Start of Source information
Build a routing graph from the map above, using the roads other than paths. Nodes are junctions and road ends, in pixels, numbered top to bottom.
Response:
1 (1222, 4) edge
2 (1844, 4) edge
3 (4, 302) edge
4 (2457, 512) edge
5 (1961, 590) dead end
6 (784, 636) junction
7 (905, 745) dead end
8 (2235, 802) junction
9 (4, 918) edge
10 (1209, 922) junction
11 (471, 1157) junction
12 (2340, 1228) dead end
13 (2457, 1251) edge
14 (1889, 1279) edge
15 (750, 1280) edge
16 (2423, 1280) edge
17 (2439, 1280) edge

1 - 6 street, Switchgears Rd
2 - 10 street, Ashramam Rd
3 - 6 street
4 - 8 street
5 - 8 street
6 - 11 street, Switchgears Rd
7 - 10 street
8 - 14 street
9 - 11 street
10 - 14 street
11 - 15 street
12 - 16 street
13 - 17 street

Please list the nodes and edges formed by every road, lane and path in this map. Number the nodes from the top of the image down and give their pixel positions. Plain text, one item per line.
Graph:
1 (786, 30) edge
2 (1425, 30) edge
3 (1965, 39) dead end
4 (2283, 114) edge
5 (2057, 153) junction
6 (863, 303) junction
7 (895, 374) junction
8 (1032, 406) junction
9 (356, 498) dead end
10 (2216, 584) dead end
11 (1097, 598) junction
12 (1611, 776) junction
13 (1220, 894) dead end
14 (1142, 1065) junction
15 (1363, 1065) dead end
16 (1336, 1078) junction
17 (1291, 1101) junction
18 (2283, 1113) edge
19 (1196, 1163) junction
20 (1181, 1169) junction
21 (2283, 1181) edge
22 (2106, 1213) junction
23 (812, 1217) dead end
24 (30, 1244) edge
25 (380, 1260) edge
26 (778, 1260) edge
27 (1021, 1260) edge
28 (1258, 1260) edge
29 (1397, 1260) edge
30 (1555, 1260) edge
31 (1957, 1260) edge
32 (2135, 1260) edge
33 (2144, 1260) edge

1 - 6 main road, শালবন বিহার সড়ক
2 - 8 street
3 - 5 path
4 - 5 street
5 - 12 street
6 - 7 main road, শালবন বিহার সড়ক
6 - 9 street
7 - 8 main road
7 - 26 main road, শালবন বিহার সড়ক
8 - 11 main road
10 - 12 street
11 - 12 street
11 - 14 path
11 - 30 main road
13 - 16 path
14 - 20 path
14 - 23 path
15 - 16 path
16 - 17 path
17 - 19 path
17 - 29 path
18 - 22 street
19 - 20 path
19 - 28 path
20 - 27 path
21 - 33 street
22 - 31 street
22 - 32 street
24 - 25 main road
End of Source information
▶ **Exercise objective**:
I'd like the entries above reproduced in full, exactly as they stand.

▶ **Response for this exercise**:
Build a routing graph from the map above, using the roads other than paths. Nodes are junctions and road ends, in pixels, numbered top to bottom.
Response:
1 (1222, 4) edge
2 (1844, 4) edge
3 (4, 302) edge
4 (2457, 512) edge
5 (1961, 590) dead end
6 (784, 636) junction
7 (905, 745) dead end
8 (2235, 802) junction
9 (4, 918) edge
10 (1209, 922) junction
11 (471, 1157) junction
12 (2340, 1228) dead end
13 (2457, 1251) edge
14 (1889, 1279) edge
15 (750, 1280) edge
16 (2423, 1280) edge
17 (2439, 1280) edge

1 - 6 street, Switchgears Rd
2 - 10 street, Ashramam Rd
3 - 6 street
4 - 8 street
5 - 8 street
6 - 11 street, Switchgears Rd
7 - 10 street
8 - 14 street
9 - 11 street
10 - 14 street
11 - 15 street
12 - 16 street
13 - 17 street

Please list the nodes and edges formed by every road, lane and path in this map. Number the nodes from the top of the image down and give their pixel positions. Plain text, one item per line.
Graph:
1 (786, 30) edge
2 (1425, 30) edge
3 (1965, 39) dead end
4 (2283, 114) edge
5 (2057, 153) junction
6 (863, 303) junction
7 (895, 374) junction
8 (1032, 406) junction
9 (356, 498) dead end
10 (2216, 584) dead end
11 (1097, 598) junction
12 (1611, 776) junction
13 (1220, 894) dead end
14 (1142, 1065) junction
15 (1363, 1065) dead end
16 (1336, 1078) junction
17 (1291, 1101) junction
18 (2283, 1113) edge
19 (1196, 1163) junction
20 (1181, 1169) junction
21 (2283, 1181) edge
22 (2106, 1213) junction
23 (812, 1217) dead end
24 (30, 1244) edge
25 (380, 1260) edge
26 (778, 1260) edge
27 (1021, 1260) edge
28 (1258, 1260) edge
29 (1397, 1260) edge
30 (1555, 1260) edge
31 (1957, 1260) edge
32 (2135, 1260) edge
33 (2144, 1260) edge

1 - 6 main road, শালবন বিহার সড়ক
2 - 8 street
3 - 5 path
4 - 5 street
5 - 12 street
6 - 7 main road, শালবন বিহার সড়ক
6 - 9 street
7 - 8 main road
7 - 26 main road, শালবন বিহার সড়ক
8 - 11 main road
10 - 12 street
11 - 12 street
11 - 14 path
11 - 30 main road
13 - 16 path
14 - 20 path
14 - 23 path
15 - 16 path
16 - 17 path
17 - 19 path
17 - 29 path
18 - 22 street
19 - 20 path
19 - 28 path
20 - 27 path
21 - 33 street
22 - 31 street
22 - 32 street
24 - 25 main road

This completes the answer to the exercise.